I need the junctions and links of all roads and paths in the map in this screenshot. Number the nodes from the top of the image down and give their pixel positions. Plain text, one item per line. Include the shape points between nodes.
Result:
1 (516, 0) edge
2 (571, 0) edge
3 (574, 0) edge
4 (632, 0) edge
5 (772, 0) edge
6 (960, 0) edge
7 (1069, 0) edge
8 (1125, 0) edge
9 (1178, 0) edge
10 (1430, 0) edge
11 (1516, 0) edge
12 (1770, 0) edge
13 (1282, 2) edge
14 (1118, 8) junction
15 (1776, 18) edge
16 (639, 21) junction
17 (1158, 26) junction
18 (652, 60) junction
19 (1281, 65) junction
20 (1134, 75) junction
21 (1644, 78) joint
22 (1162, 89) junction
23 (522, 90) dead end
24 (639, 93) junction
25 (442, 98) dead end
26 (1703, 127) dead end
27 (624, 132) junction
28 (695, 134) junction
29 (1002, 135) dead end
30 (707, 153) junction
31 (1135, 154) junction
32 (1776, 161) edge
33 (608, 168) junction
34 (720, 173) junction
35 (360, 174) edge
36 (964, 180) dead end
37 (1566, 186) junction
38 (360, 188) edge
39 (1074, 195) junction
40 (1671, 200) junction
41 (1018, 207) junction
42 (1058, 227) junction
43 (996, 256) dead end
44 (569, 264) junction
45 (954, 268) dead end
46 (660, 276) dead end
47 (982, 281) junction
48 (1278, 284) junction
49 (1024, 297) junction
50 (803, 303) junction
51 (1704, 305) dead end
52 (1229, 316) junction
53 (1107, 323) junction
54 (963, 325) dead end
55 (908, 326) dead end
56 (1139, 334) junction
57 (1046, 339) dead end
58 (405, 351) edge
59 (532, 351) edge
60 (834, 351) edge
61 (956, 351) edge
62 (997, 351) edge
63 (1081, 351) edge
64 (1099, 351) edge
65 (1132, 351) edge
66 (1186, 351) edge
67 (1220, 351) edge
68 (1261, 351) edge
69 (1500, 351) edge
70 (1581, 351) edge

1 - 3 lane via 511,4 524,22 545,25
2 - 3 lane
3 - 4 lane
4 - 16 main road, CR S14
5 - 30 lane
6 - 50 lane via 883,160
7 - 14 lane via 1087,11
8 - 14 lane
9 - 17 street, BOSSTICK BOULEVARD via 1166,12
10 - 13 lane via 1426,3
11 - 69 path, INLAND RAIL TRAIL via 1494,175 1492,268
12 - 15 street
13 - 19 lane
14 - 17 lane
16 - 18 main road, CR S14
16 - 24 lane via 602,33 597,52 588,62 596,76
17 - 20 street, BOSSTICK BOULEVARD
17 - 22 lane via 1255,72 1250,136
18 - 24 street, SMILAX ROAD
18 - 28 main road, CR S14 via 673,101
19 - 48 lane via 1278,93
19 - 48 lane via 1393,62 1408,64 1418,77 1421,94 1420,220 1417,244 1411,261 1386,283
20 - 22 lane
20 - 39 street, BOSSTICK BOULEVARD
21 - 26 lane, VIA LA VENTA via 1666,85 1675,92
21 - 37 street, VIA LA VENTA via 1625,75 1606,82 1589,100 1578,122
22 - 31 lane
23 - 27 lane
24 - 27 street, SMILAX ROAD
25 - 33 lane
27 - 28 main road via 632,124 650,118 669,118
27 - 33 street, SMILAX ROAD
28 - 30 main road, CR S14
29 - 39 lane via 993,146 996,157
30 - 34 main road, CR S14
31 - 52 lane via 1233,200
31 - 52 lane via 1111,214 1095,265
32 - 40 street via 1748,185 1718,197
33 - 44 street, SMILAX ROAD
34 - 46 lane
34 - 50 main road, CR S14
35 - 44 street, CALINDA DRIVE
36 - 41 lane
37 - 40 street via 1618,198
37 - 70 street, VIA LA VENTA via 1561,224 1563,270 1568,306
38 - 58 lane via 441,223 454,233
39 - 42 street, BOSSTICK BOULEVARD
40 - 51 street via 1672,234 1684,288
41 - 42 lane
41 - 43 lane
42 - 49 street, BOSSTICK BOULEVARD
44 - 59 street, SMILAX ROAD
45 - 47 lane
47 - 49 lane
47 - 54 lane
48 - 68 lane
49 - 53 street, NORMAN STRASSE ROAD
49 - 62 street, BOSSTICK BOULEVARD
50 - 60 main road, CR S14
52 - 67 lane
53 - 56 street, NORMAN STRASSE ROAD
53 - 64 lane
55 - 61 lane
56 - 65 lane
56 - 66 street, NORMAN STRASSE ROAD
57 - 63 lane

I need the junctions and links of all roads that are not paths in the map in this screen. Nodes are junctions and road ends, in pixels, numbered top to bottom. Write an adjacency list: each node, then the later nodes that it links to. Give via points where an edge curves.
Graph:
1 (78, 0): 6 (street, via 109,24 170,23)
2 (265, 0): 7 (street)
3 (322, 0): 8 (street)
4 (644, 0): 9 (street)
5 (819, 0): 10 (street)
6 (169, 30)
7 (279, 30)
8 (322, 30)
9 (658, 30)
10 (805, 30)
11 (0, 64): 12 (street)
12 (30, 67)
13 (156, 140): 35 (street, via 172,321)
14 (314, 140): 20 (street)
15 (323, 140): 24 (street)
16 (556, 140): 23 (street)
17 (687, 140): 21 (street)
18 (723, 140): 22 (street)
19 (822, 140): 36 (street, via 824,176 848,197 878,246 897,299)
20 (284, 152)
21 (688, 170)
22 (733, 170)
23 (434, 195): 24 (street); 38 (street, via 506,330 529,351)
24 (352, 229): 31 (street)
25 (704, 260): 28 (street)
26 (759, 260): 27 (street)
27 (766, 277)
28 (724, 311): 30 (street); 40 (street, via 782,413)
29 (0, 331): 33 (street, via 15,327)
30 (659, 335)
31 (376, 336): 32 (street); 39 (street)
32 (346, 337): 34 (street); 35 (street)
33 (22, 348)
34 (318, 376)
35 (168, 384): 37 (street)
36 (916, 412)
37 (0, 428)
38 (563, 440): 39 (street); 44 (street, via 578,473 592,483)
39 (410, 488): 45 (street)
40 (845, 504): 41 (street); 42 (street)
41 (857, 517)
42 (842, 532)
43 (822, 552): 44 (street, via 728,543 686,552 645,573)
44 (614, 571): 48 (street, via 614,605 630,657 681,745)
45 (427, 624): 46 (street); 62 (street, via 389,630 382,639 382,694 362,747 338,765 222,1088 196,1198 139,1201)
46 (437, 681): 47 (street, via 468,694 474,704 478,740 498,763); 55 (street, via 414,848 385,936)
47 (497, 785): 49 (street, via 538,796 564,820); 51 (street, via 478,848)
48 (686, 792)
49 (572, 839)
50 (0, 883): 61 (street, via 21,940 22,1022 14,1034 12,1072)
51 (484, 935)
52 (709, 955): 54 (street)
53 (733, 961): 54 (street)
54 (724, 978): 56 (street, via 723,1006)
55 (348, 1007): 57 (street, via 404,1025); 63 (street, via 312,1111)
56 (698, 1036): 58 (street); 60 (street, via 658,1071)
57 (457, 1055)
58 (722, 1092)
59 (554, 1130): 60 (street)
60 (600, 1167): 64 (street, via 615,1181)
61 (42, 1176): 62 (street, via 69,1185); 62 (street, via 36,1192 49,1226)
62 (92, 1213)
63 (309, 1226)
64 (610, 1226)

WORK INSTRUCTION:
Copy out, from the data above, every line holding the word "BOSSTICK".

YOUR SOLUTION:
9 - 17 street, BOSSTICK BOULEVARD via 1166,12
17 - 20 street, BOSSTICK BOULEVARD
20 - 39 street, BOSSTICK BOULEVARD
39 - 42 street, BOSSTICK BOULEVARD
42 - 49 street, BOSSTICK BOULEVARD
49 - 62 street, BOSSTICK BOULEVARD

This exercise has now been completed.